Laboratory of Cardiovascular Science, National Institution on Aging, National Institutes of Health, Biomedical Research Center (BRC), 251 Bayview Boulevard, Baltimore, MD 21224, USA.
Trends Endocrinol Metab. 2014 Feb;25(2):72-9. doi: 10.1016/j.tem.2013.10.002. Epub 2013 Dec 20.
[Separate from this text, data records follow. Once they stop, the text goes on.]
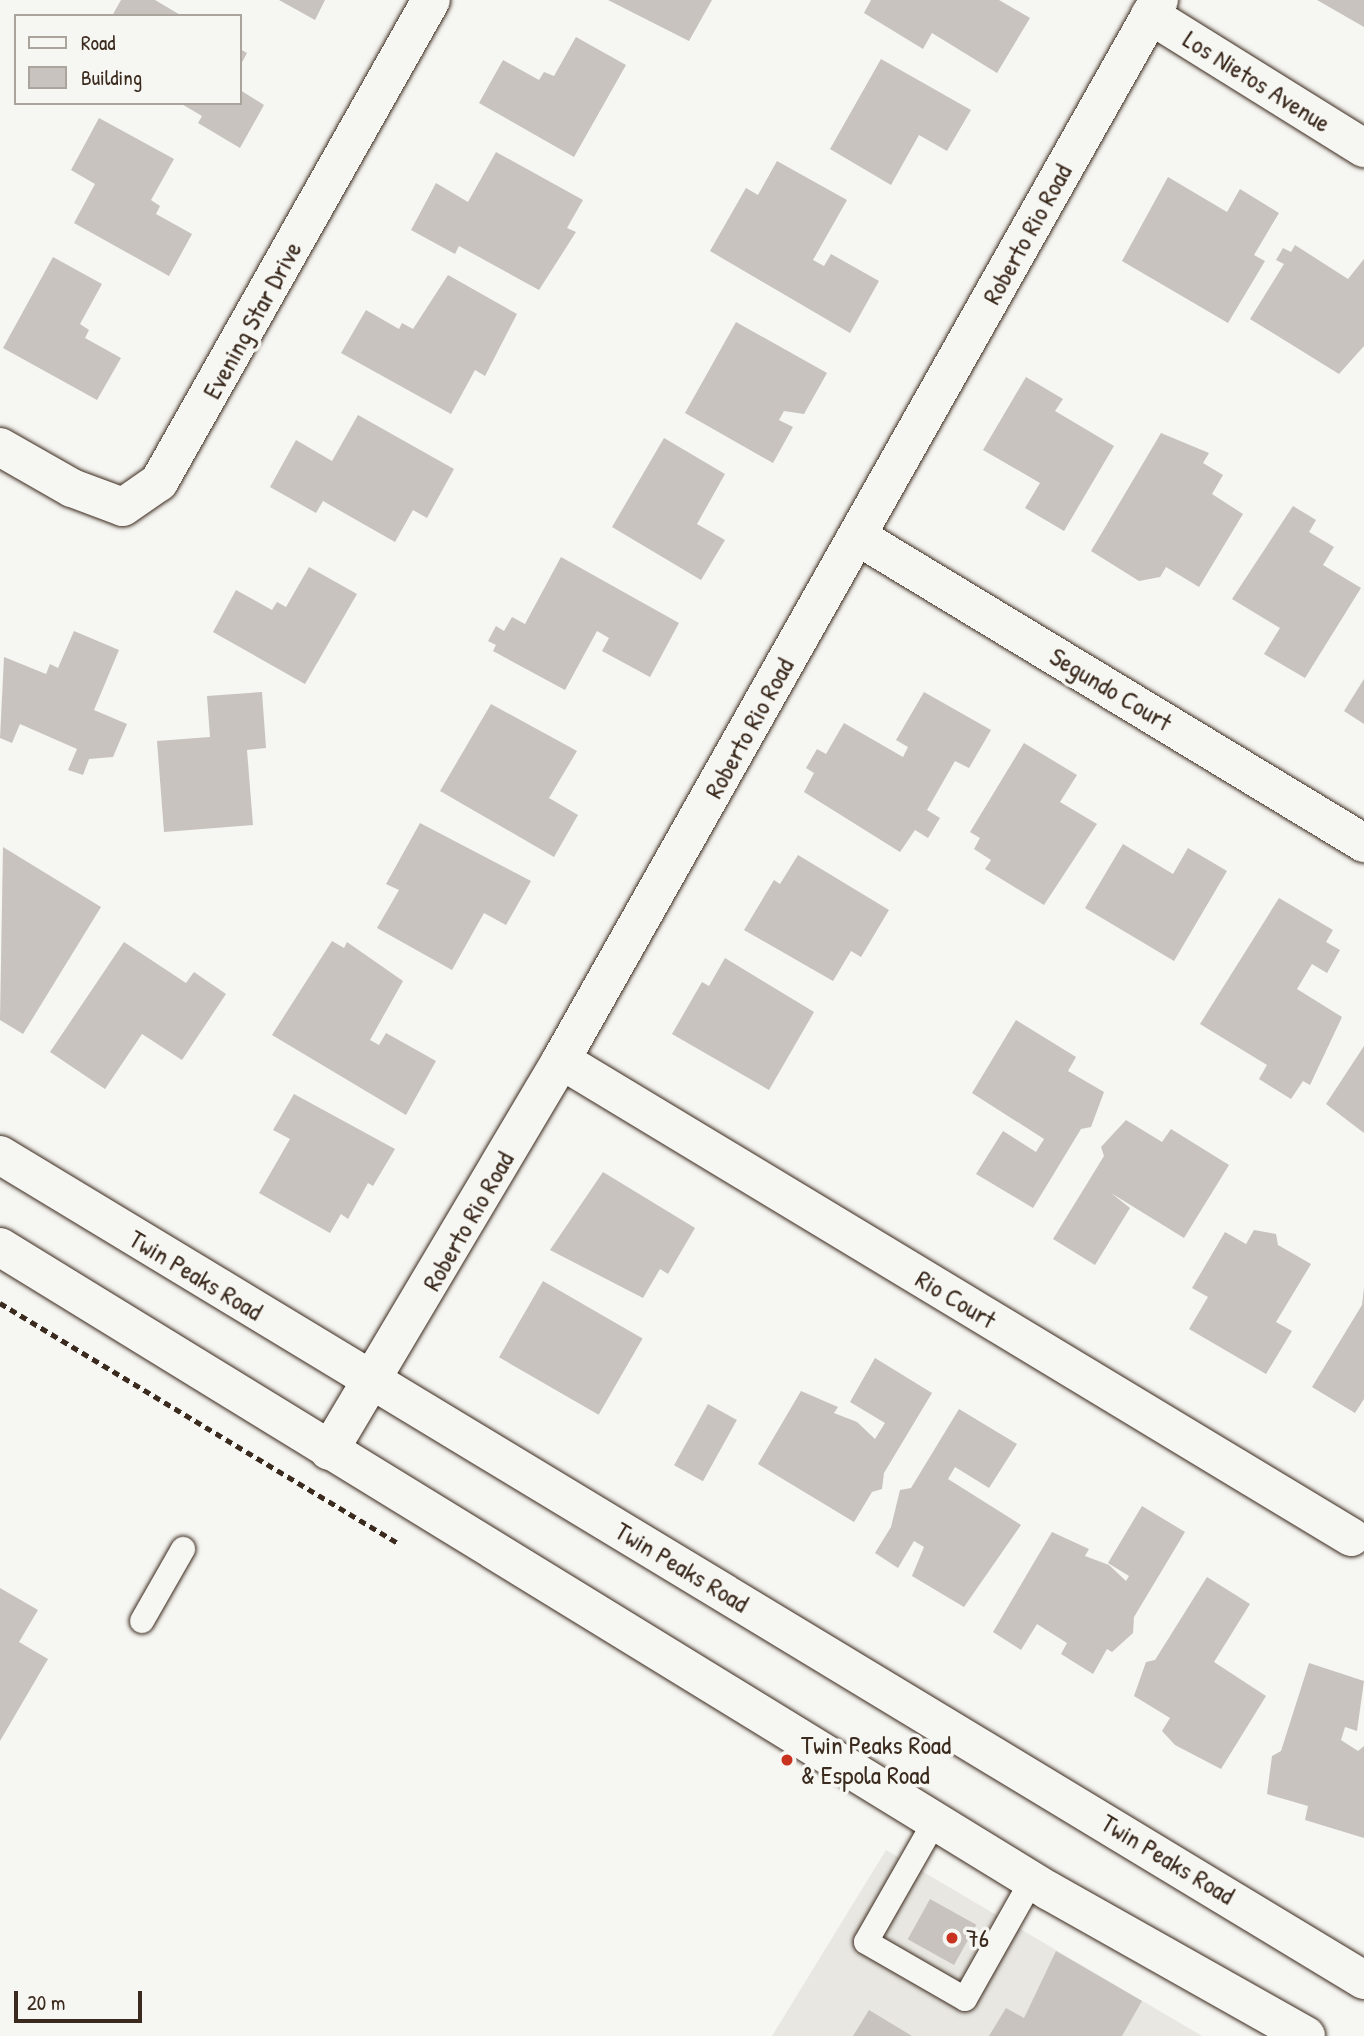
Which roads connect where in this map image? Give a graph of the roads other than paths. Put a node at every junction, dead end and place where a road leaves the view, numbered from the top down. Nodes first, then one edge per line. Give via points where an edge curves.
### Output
1 (431, 0) edge
2 (1155, 7) edge
3 (1364, 148) edge
4 (0, 447) edge
5 (857, 536) junction
6 (1364, 843) edge
7 (561, 1060) junction
8 (0, 1155) edge
9 (0, 1247) edge
10 (373, 1384) junction
11 (329, 1451) junction
12 (1351, 1537) dead end
13 (183, 1549) dead end
14 (142, 1622) dead end
15 (935, 1821) junction
16 (1032, 1881) junction
17 (1364, 1980) edge
18 (1306, 2036) edge

1 - 4 street, Evening Star Drive via 159,482 123,507 72,488
2 - 3 street, Los Nietos Avenue
2 - 5 street, Roberto Rio Road
5 - 6 street, Segundo Court
5 - 7 street, Roberto Rio Road
7 - 10 street, Roberto Rio Road
7 - 12 street, Rio Court
8 - 10 street, Twin Peaks Road
9 - 11 street
10 - 11 street, Roberto Rio Road
10 - 17 street, Twin Peaks Road
11 - 15 street
13 - 14 lane
15 - 16 street
15 - 16 lane via 866,1942 965,1999
16 - 18 street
Arterial aging is the major contributing factor to increases in the incidence and prevalence of cardiovascular disease, due mainly to the presence of chronic, low-grade, 'sterile' arterial inflammation. Inflammatory signaling driven by the angiotensin II cascade perpetrates adverse age-associated arterial structural and functional remodeling. The aged artery is characterized by endothelial disruption, enhanced vascular smooth muscle cell (VMSC) migration and proliferation, extracellular matrix (ECM) deposition, elastin fracture, and matrix calcification/amyloidosis/glycation. Importantly, the molecular mechanisms of arterial aging are also relevant to the pathogenesis of hypertension and atherosclerosis. Age-associated arterial proinflammation is to some extent mutable, and interventions to suppress or delay it may have the potential to ameliorate or retard age-associated arterial diseases.
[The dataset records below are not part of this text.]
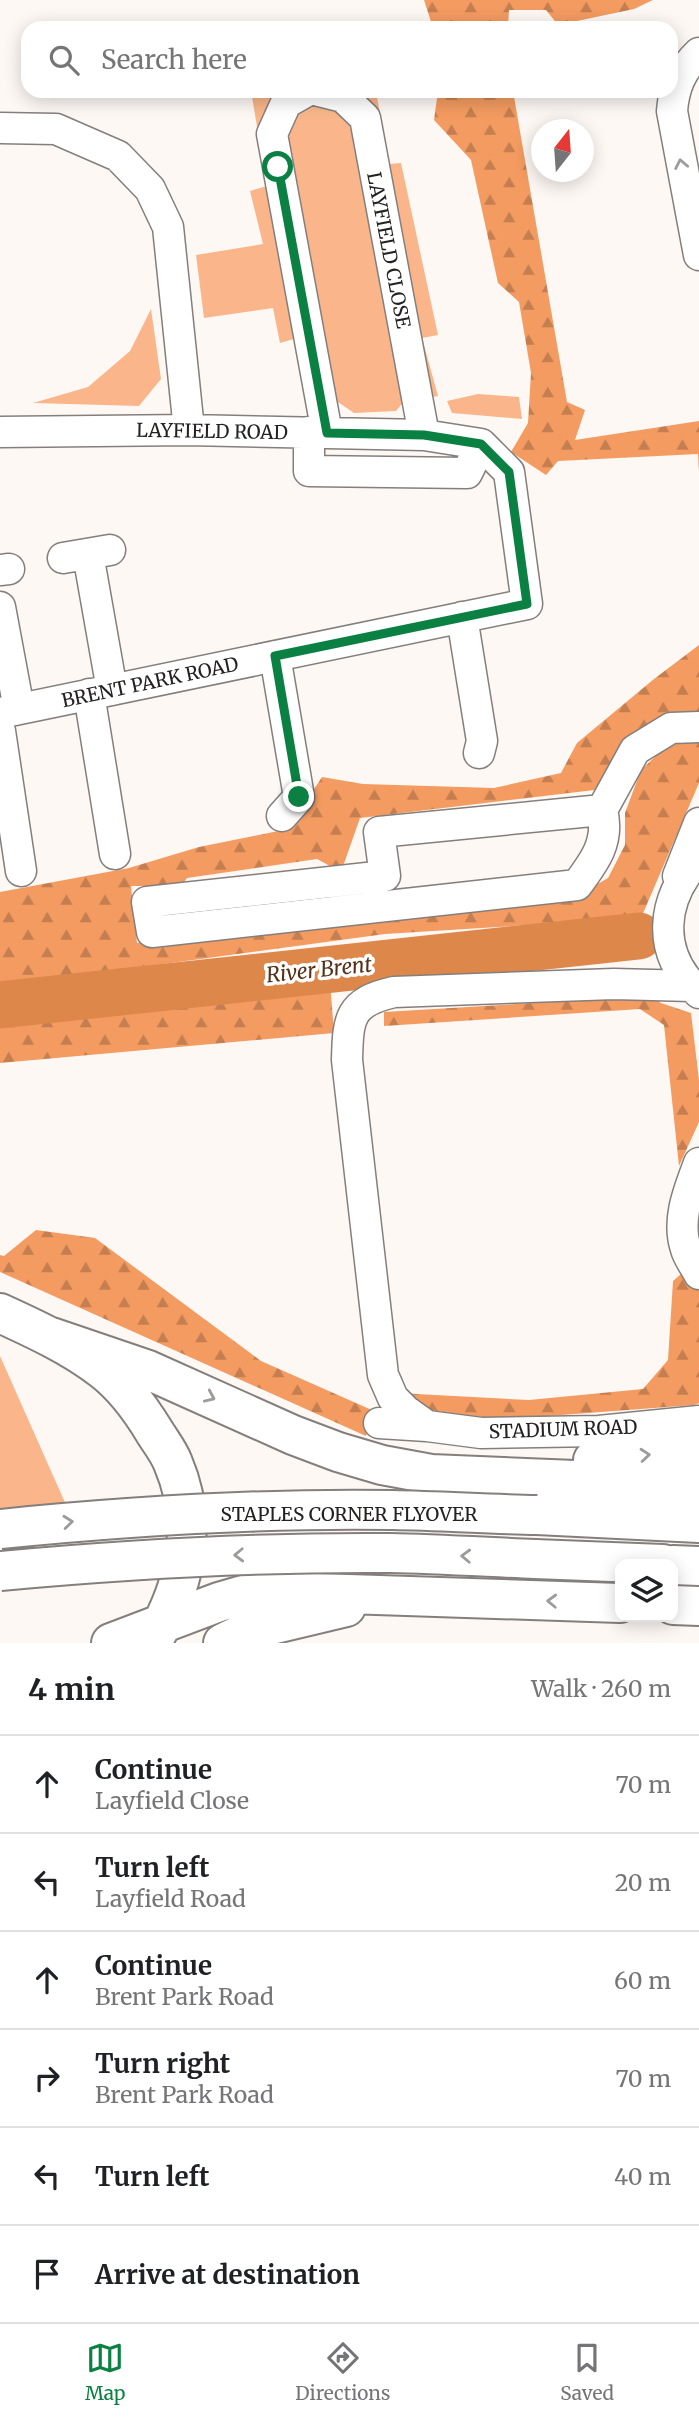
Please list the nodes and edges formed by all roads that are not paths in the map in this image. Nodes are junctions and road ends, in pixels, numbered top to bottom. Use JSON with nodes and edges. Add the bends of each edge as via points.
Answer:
{"nodes":[{"id":1,"x":699,"y":53,"type":"edge"},
{"id":2,"x":678,"y":81,"type":"edge"},
{"id":3,"x":295,"y":98,"type":"edge"},
{"id":4,"x":344,"y":98,"type":"edge"},
{"id":5,"x":674,"y":98,"type":"edge"},
{"id":6,"x":0,"y":128,"type":"edge"},
{"id":7,"x":699,"y":255,"type":"edge"},
{"id":8,"x":189,"y":430,"type":"junction"},
{"id":9,"x":0,"y":432,"type":"edge"},
{"id":10,"x":318,"y":433,"type":"junction"},
{"id":11,"x":424,"y":435,"type":"junction"},
{"id":12,"x":481,"y":444,"type":"junction"},
{"id":13,"x":87,"y":554,"type":"dead end"},
{"id":14,"x":0,"y":607,"type":"edge"},
{"id":15,"x":462,"y":617,"type":"junction"},
{"id":16,"x":275,"y":656,"type":"junction"},
{"id":17,"x":101,"y":692,"type":"junction"},
{"id":18,"x":10,"y":711,"type":"edge"},
{"id":19,"x":699,"y":727,"type":"edge"},
{"id":20,"x":0,"y":731,"type":"edge"},
{"id":21,"x":479,"y":753,"type":"dead end"},
{"id":22,"x":602,"y":810,"type":"junction"},
{"id":23,"x":282,"y":816,"type":"dead end"},
{"id":24,"x":699,"y":823,"type":"edge"},
{"id":25,"x":116,"y":854,"type":"dead end"},
{"id":26,"x":699,"y":858,"type":"edge"},
{"id":27,"x":21,"y":871,"type":"dead end"},
{"id":28,"x":671,"y":900,"type":"junction"},
{"id":29,"x":668,"y":930,"type":"junction"},
{"id":30,"x":614,"y":984,"type":"junction"},
{"id":31,"x":696,"y":989,"type":"edge"},
{"id":32,"x":696,"y":1179,"type":"edge"},
{"id":33,"x":699,"y":1274,"type":"edge"},
{"id":34,"x":0,"y":1286,"type":"edge"},
{"id":35,"x":0,"y":1313,"type":"edge"},
{"id":36,"x":51,"y":1337,"type":"junction"},
{"id":37,"x":148,"y":1370,"type":"junction"},
{"id":38,"x":699,"y":1422,"type":"edge"},
{"id":39,"x":379,"y":1423,"type":"dead end"},
{"id":40,"x":428,"y":1426,"type":"junction"},
{"id":41,"x":699,"y":1448,"type":"edge"},
{"id":42,"x":431,"y":1474,"type":"junction"},
{"id":43,"x":699,"y":1485,"type":"edge"},
{"id":44,"x":699,"y":1522,"type":"edge"},
{"id":45,"x":0,"y":1529,"type":"edge"},
{"id":46,"x":615,"y":1562,"type":"edge"},
{"id":47,"x":678,"y":1565,"type":"edge"},
{"id":48,"x":699,"y":1566,"type":"edge"},
{"id":49,"x":0,"y":1571,"type":"edge"},
{"id":50,"x":392,"y":1595,"type":"junction"},
{"id":51,"x":615,"y":1604,"type":"edge"},
{"id":52,"x":678,"y":1605,"type":"edge"},
{"id":53,"x":699,"y":1606,"type":"edge"},
{"id":54,"x":157,"y":1634,"type":"edge"},
{"id":55,"x":111,"y":1643,"type":"edge"},
{"id":56,"x":223,"y":1643,"type":"edge"}],
"edges":[{"from":2,"to":1,"type":"street","one_way":true},
{"from":3,"to":10,"type":"street","via":[[286,103],[272,134]]},
{"from":4,"to":11,"type":"street","name":"LAYFIELD CLOSE","via":[[365,118]]},
{"from":7,"to":5,"type":"street","one_way":true,"via":[[672,111]]},
{"from":6,"to":8,"type":"street","via":[[56,129],[118,156],[150,189],[168,227]]},
{"from":8,"to":9,"type":"street","name":"LAYFIELD ROAD"},
{"from":8,"to":10,"type":"street","name":"LAYFIELD ROAD"},
{"from":10,"to":11,"type":"street","name":"LAYFIELD ROAD"},
{"from":10,"to":12,"type":"street","via":[[309,471],[467,473]]},
{"from":11,"to":12,"type":"street"},
{"from":12,"to":15,"type":"street","name":"BRENT PARK ROAD","via":[[509,472],[527,604]]},
{"from":13,"to":17,"type":"street"},
{"from":14,"to":18,"type":"street"},
{"from":15,"to":16,"type":"street","name":"BRENT PARK ROAD"},
{"from":15,"to":21,"type":"street","via":[[482,741]]},
{"from":16,"to":17,"type":"street","name":"BRENT PARK ROAD"},
{"from":16,"to":23,"type":"street","via":[[299,797]]},
{"from":17,"to":18,"type":"street","name":"BRENT PARK ROAD"},
{"from":17,"to":25,"type":"street"},
{"from":19,"to":22,"type":"street","via":[[671,728],[635,750]]},
{"from":20,"to":27,"type":"street"},
{"from":22,"to":22,"type":"street","via":[[379,832],[386,876],[147,902],[152,932],[577,884],[597,858],[606,826]]},
{"from":24,"to":28,"type":"street"},
{"from":26,"to":28,"type":"street","via":[[683,875]]},
{"from":28,"to":29,"type":"street"},
{"from":29,"to":30,"type":"street","via":[[646,967]]},
{"from":29,"to":31,"type":"street","via":[[680,970]]},
{"from":30,"to":31,"type":"street"},
{"from":30,"to":40,"type":"street","name":"STADIUM ROAD","via":[[394,992],[372,997],[351,1018],[347,1060],[383,1375],[393,1398]]},
{"from":32,"to":33,"type":"street","via":[[682,1222],[686,1249]]},
{"from":34,"to":37,"type":"highway","via":[[62,1316]]},
{"from":35,"to":36,"type":"highway"},
{"from":36,"to":37,"type":"highway"},
{"from":36,"to":54,"type":"highway","via":[[103,1370],[132,1398],[173,1462],[188,1534],[174,1601]]},
{"from":37,"to":42,"type":"highway","one_way":true,"via":[[316,1444],[382,1465]]},
{"from":38,"to":40,"type":"street","name":"STADIUM ROAD","via":[[599,1431],[481,1433]]},
{"from":39,"to":40,"type":"street","name":"STADIUM ROAD"},
{"from":42,"to":41,"type":"highway","one_way":true},
{"from":42,"to":43,"type":"highway"},
{"from":45,"to":44,"type":"highway","name":"STAPLES CORNER FLYOVER","one_way":true,"bridge":true,"via":[[97,1519],[391,1510]]},
{"from":46,"to":49,"type":"highway","name":"STAPLES CORNER FLYOVER","one_way":true,"bridge":true,"via":[[390,1553],[244,1555]]},
{"from":47,"to":48,"type":"highway"},
{"from":51,"to":50,"type":"highway","one_way":true},
{"from":50,"to":54,"type":"highway","via":[[250,1592],[219,1602]]},
{"from":50,"to":56,"type":"highway","via":[[250,1630]]},
{"from":52,"to":53,"type":"highway"},
{"from":54,"to":55,"type":"highway"}]}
动脉老化是心血管疾病发病率和患病率上升的主要因素,主要与慢性、低度、“无菌”动脉炎症的存在有关。血管紧张素 II 级联反应驱动的炎症信号导致与年龄相关的动脉结构和功能重塑的不良。衰老的动脉的特征是内皮破坏、血管平滑肌细胞 (VSMC) 迁移和增殖增强、细胞外基质 (ECM) 沉积、弹性蛋白断裂以及基质钙化/淀粉样变性/糖基化。重要的是,动脉老化的分子机制也与高血压和动脉粥样硬化的发病机制有关。与年龄相关的动脉炎症在一定程度上是可改变的,抑制或延迟这种炎症的干预措施可能具有改善或延缓与年龄相关的动脉疾病的潜力。